- [WORK INSTRUCTION]:
Go through the data below and report how many lines contain "Gleneagles"; the reply holds only that number.

- [Dataset entries]:
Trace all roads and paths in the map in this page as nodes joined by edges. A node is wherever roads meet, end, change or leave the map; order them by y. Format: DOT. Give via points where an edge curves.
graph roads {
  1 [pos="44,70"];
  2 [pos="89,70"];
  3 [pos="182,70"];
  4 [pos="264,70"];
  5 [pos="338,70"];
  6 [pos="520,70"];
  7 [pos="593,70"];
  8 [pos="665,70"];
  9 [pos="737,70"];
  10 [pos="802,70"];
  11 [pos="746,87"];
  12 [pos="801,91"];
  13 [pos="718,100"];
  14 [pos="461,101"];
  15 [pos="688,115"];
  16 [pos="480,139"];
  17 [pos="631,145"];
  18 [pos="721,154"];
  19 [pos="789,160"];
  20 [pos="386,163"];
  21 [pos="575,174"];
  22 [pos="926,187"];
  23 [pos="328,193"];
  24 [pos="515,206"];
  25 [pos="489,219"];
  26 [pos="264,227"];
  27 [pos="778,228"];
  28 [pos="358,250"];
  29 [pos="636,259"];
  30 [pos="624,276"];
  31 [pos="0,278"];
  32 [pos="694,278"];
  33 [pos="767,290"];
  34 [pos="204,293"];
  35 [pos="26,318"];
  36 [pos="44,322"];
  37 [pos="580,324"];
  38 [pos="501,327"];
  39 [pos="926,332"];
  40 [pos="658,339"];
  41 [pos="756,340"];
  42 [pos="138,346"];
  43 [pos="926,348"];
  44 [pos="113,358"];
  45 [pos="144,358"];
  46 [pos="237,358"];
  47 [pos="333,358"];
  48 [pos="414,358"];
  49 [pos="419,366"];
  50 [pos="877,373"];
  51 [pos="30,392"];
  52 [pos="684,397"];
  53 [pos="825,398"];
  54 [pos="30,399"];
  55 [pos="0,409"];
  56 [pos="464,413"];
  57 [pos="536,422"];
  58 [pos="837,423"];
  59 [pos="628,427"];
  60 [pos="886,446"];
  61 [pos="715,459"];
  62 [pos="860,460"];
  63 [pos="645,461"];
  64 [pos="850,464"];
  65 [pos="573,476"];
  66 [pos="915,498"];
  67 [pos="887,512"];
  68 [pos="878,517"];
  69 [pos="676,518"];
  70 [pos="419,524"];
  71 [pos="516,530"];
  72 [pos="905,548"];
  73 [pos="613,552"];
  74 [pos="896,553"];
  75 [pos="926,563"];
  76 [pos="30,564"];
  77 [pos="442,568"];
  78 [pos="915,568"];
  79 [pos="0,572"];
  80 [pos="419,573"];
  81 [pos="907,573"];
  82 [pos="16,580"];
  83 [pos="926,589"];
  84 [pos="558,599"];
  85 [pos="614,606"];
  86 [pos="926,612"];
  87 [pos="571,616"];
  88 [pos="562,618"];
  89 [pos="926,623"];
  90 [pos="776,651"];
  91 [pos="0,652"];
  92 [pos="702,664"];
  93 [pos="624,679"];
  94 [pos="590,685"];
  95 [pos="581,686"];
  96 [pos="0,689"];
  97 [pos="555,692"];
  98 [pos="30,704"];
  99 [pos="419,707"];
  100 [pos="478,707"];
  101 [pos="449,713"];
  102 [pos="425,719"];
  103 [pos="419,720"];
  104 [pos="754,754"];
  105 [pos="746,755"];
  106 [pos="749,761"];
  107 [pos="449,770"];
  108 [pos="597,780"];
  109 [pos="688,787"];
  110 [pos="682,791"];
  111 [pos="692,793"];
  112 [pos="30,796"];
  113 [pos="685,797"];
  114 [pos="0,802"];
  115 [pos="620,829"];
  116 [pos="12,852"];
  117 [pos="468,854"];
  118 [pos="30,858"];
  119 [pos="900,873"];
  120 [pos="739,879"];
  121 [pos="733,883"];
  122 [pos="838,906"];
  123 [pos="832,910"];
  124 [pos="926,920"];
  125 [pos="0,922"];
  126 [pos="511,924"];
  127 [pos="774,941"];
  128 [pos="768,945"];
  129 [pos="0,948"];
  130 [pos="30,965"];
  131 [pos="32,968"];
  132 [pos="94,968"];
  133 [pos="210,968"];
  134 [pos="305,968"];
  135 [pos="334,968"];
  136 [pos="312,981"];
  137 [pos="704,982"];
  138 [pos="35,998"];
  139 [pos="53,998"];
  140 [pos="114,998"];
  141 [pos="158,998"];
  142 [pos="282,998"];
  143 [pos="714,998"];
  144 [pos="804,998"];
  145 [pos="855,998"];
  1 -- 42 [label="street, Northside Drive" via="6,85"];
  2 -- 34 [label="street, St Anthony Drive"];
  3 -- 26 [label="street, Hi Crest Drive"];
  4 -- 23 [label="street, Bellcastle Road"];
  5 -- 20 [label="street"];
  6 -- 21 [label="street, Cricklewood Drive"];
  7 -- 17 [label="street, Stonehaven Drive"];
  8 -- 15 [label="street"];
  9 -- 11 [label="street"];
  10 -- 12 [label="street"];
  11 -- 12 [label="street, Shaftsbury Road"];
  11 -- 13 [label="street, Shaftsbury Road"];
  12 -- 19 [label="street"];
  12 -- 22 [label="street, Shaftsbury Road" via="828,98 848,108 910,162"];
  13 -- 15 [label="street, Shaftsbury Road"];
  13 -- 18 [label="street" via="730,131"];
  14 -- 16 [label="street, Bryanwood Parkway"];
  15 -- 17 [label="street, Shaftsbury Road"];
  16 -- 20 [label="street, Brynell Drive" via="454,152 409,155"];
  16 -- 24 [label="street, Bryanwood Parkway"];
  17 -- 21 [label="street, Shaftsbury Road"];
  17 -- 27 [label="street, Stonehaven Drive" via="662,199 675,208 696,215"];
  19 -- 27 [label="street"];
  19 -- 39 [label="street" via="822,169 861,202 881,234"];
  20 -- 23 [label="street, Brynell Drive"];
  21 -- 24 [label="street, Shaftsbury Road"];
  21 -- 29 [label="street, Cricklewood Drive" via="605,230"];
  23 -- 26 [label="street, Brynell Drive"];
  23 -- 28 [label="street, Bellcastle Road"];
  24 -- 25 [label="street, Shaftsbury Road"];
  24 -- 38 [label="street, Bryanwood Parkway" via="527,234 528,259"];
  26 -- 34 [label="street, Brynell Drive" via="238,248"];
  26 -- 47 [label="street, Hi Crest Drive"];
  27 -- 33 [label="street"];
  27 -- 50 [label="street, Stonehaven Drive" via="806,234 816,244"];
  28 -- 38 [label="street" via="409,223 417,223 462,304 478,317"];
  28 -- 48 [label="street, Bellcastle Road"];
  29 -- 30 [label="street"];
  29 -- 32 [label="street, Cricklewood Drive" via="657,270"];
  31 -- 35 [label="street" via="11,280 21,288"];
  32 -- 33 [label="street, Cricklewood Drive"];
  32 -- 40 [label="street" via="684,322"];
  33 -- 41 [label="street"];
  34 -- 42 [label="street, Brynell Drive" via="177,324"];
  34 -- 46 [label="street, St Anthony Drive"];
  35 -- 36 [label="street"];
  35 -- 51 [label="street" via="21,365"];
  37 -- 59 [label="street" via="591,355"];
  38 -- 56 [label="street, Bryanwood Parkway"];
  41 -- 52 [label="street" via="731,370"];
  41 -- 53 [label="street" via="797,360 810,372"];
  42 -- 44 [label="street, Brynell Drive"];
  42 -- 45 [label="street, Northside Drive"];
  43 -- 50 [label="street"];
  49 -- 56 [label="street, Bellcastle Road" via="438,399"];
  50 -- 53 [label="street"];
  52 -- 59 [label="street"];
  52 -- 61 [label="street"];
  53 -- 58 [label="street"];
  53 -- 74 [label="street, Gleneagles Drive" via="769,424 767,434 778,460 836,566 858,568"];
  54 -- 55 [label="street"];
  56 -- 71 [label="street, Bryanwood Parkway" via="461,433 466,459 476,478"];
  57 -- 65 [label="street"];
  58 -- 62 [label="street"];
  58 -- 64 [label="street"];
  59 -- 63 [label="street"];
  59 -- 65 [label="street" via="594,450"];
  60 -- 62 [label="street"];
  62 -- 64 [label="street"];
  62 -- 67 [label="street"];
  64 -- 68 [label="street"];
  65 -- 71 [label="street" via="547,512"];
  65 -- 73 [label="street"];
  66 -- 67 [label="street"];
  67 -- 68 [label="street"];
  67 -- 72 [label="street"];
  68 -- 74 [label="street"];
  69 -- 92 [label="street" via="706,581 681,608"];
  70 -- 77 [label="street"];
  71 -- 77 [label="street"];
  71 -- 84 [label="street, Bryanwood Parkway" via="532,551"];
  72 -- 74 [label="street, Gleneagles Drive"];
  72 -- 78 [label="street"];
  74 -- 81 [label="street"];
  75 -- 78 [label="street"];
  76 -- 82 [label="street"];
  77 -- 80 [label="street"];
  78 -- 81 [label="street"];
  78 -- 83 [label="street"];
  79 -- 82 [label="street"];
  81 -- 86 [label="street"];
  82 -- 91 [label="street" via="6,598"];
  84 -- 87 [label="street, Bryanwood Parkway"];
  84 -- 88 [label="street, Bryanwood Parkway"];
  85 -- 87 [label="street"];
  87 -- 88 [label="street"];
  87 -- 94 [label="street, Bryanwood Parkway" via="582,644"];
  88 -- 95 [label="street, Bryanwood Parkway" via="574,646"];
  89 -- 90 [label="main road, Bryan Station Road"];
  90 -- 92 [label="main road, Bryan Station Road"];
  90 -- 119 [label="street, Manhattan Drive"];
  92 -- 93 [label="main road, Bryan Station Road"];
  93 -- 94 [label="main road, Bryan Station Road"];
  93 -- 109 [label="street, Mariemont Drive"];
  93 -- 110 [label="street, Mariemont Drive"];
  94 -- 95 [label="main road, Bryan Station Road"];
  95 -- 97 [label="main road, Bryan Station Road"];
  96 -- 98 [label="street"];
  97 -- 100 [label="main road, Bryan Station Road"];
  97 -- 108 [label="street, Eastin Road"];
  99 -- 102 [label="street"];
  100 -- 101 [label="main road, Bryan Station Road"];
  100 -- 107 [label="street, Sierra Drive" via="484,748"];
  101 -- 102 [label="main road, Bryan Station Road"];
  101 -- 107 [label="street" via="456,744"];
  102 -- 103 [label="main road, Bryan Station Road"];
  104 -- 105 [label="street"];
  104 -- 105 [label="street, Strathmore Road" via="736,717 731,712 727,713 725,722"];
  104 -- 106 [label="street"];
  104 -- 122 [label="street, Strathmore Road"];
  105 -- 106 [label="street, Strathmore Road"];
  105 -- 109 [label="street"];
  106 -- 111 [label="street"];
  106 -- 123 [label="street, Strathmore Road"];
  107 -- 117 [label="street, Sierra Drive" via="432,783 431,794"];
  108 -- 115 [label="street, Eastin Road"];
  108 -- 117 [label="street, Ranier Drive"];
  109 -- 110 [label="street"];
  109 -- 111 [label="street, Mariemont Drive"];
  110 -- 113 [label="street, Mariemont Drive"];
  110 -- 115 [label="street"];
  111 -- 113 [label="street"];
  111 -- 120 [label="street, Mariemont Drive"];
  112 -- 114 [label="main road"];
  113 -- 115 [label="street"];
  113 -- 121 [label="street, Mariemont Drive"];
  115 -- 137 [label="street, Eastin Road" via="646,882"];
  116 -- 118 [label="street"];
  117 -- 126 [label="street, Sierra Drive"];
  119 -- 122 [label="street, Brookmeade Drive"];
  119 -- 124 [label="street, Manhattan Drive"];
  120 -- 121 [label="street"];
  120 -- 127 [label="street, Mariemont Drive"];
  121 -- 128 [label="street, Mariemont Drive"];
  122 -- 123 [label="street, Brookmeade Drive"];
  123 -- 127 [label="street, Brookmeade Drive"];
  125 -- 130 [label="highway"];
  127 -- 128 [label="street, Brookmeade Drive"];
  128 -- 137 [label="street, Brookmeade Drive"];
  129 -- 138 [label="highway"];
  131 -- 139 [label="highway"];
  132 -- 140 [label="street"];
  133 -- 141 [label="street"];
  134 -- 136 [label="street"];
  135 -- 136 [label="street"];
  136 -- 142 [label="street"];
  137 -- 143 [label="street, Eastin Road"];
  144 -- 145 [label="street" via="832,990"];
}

- [SOLUTION FOR THIS EXERCISE]:
2